ECLI:NL:RBROT:2020:12524
Rechtbank Rotterdam
- Eerste aanleg - meervoudig
- Rechtspraak.nl
Vrijspraak van verdachte in zaak van meerdere strafbare feiten, waaronder diefstal met geweld en bezit van kinderporno
In de zaak tegen de verdachte, geboren te [geboorteplaats verdachte] op [geboortedatum verdachte], heeft de rechtbank Rotterdam op 20 november 2020 uitspraak gedaan. De verdachte was aangeklaagd voor zeven strafbare feiten, waaronder een poging en een geslaagde diefstal met geweld bij twee juweliers, en het bezit van afbeeldingen van seksuele gedragingen met minderjarigen. Tijdens de terechtzittingen op 10 februari, 13 februari en 20 november 2020 is het bewijs tegen de verdachte besproken. De officier van justitie, mr. W.B.J. ten Have, heeft vrijspraak gevorderd voor de ten laste gelegde feiten.
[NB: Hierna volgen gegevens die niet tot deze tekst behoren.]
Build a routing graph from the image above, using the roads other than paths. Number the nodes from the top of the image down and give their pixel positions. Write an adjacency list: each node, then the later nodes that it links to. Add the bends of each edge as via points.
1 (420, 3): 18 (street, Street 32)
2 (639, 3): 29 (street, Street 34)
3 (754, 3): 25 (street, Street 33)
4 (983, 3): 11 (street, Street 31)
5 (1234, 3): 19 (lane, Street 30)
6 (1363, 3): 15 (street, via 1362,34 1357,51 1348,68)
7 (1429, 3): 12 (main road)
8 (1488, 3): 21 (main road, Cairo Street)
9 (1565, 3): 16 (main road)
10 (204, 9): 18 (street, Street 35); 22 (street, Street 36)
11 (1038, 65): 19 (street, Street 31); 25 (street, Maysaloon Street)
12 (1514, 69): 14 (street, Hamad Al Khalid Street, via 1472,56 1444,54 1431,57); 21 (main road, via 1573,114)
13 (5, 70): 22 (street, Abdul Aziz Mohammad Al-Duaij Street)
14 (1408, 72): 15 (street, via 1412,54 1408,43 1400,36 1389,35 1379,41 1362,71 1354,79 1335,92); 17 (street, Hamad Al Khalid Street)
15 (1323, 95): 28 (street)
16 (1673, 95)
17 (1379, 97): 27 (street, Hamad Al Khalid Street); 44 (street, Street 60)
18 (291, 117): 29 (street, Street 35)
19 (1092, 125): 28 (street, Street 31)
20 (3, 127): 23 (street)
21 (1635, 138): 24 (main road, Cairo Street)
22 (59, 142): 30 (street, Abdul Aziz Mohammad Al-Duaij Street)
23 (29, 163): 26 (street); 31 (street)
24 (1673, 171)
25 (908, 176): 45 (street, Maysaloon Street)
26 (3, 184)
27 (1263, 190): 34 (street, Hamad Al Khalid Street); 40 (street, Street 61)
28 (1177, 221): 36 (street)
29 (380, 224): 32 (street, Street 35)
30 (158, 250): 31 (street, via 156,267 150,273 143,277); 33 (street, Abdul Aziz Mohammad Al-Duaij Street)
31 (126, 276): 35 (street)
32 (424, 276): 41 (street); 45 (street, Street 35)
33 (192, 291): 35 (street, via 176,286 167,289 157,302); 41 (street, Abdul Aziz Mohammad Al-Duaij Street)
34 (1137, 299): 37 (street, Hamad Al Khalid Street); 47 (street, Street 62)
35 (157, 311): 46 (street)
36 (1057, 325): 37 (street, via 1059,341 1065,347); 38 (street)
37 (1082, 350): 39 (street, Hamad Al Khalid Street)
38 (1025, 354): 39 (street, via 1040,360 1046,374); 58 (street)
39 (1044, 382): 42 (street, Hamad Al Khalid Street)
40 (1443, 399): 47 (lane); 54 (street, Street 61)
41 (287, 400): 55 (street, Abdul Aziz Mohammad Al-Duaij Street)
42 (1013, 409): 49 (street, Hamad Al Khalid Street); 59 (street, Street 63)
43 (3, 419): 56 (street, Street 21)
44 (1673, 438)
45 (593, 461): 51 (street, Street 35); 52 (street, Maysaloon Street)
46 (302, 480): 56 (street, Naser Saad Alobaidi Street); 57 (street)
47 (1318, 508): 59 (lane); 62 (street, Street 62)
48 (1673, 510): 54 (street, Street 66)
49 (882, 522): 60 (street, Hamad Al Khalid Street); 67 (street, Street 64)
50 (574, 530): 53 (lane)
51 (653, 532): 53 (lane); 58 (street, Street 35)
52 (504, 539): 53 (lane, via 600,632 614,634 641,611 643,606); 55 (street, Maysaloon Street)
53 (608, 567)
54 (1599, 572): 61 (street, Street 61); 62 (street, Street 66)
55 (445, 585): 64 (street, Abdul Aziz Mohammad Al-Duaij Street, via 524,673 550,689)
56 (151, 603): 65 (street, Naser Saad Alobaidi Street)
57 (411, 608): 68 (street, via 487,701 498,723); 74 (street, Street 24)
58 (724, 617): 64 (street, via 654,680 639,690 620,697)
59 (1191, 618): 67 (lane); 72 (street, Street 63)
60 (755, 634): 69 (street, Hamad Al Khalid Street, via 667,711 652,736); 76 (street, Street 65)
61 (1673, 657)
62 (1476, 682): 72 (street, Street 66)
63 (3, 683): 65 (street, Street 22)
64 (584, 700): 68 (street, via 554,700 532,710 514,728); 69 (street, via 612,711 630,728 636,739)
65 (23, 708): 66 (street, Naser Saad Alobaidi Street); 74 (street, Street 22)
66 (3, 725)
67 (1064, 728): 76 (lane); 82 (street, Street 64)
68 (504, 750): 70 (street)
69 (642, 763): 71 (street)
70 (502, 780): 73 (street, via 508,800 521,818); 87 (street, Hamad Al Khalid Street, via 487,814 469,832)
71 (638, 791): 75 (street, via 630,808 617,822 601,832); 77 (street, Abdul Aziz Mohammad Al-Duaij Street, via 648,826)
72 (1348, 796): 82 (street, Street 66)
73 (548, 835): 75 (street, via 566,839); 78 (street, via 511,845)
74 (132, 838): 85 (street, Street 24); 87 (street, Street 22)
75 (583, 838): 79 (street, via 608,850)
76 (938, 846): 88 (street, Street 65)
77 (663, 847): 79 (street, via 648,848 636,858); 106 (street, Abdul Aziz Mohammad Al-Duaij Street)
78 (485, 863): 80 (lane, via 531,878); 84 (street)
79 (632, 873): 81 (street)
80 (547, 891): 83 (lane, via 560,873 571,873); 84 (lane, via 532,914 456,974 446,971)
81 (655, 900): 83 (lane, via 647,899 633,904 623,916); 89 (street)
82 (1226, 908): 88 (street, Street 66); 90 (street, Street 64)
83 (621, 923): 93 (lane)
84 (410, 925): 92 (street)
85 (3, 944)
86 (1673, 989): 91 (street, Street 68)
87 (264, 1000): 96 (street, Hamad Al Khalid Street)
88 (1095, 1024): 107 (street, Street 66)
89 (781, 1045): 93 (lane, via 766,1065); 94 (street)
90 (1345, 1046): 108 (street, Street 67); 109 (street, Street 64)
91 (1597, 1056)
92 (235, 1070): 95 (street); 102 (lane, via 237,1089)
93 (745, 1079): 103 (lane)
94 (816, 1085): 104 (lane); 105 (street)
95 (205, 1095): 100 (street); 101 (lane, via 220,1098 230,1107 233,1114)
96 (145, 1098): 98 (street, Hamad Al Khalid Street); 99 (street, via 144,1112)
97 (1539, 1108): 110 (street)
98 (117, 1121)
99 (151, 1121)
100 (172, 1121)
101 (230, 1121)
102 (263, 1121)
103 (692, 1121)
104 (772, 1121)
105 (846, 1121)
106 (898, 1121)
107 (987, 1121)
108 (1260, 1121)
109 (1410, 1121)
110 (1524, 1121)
De rechtbank heeft, na beoordeling van het bewijs, geconcludeerd dat het ten laste gelegde niet wettig en overtuigend is bewezen. De rechtbank heeft de verdachte dan ook vrijgesproken van alle ten laste gelegde feiten. De beslissing is genomen in tegenspraak en is uitgesproken op de openbare terechtzitting. De rechtbank heeft in haar vonnis ook de bijlagen genoemd die deel uitmaken van de uitspraak.